┌──
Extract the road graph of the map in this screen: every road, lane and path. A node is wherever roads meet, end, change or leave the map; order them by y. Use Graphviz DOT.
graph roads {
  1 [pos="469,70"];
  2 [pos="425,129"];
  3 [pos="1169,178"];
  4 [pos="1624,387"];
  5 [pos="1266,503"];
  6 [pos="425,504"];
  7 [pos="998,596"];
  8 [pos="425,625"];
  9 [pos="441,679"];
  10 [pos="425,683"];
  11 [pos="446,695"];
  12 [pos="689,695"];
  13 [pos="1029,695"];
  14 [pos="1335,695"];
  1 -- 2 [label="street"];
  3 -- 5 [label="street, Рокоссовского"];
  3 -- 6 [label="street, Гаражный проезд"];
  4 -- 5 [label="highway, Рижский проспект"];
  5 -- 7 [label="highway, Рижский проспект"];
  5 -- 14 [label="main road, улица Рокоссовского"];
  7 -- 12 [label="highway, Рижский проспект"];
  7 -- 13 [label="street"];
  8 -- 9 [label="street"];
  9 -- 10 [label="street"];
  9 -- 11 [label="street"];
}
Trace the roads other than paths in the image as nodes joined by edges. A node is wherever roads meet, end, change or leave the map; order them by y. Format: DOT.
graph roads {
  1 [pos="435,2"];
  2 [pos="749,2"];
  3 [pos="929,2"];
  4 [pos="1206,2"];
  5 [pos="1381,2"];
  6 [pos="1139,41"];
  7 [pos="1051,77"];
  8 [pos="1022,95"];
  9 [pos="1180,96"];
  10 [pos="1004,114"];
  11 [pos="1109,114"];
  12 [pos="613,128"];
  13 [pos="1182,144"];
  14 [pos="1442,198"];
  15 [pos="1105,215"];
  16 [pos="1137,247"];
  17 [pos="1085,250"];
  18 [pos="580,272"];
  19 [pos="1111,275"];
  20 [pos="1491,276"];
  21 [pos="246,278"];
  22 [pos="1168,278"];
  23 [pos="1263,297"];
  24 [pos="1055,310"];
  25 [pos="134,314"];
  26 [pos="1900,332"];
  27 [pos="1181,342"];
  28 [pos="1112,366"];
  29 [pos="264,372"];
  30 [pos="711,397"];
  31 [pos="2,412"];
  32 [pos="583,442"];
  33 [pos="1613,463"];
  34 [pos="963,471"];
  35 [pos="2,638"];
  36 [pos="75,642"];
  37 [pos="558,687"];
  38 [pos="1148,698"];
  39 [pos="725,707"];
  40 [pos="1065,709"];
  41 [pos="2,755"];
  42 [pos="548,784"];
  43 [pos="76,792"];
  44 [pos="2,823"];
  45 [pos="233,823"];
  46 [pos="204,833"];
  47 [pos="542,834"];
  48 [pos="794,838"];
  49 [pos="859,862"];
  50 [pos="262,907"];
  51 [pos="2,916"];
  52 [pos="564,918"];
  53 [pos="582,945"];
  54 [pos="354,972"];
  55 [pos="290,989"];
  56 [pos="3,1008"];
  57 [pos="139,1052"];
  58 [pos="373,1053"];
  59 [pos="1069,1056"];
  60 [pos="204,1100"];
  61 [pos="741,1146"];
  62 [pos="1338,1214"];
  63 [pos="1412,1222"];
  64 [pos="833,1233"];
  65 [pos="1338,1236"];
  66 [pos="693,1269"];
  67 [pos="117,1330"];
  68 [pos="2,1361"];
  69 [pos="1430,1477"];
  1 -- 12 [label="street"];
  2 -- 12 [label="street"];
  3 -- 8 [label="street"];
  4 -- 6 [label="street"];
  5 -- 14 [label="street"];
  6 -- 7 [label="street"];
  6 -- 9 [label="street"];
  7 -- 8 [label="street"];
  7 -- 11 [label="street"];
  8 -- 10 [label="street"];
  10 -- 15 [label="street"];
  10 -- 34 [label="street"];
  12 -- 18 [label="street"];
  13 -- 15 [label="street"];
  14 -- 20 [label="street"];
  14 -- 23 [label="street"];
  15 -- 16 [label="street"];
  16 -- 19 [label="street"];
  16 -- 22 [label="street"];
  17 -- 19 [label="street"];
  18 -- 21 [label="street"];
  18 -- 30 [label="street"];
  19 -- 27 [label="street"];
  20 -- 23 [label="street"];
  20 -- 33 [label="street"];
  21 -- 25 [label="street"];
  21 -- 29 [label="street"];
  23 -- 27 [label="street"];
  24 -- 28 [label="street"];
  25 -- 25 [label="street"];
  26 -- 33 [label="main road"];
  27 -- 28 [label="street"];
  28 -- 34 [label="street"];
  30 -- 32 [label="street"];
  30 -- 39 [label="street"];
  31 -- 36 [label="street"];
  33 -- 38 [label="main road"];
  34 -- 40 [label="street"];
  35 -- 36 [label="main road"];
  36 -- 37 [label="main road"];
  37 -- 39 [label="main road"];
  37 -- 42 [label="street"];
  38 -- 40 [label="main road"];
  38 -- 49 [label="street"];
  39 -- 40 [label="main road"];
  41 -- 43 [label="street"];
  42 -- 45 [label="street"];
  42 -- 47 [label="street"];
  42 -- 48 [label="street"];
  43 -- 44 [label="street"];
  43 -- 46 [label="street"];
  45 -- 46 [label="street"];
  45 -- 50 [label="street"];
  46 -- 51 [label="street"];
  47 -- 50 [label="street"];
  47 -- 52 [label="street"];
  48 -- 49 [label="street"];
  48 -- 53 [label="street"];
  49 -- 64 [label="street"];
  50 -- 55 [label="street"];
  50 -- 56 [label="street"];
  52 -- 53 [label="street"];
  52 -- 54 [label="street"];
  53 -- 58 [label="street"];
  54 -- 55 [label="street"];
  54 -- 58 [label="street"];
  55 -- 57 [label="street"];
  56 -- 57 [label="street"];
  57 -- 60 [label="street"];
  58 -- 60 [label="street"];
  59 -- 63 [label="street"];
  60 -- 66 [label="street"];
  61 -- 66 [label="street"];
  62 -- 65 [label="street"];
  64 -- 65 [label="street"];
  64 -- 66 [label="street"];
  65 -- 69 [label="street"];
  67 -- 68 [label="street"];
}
└──
About this exercise:
Every line holding the string "highway" should be copied here, so please find those lines in the data.

Answer to this problem:
  4 -- 5 [label="highway, Рижский проспект"];
  5 -- 7 [label="highway, Рижский проспект"];
  7 -- 12 [label="highway, Рижский проспект"];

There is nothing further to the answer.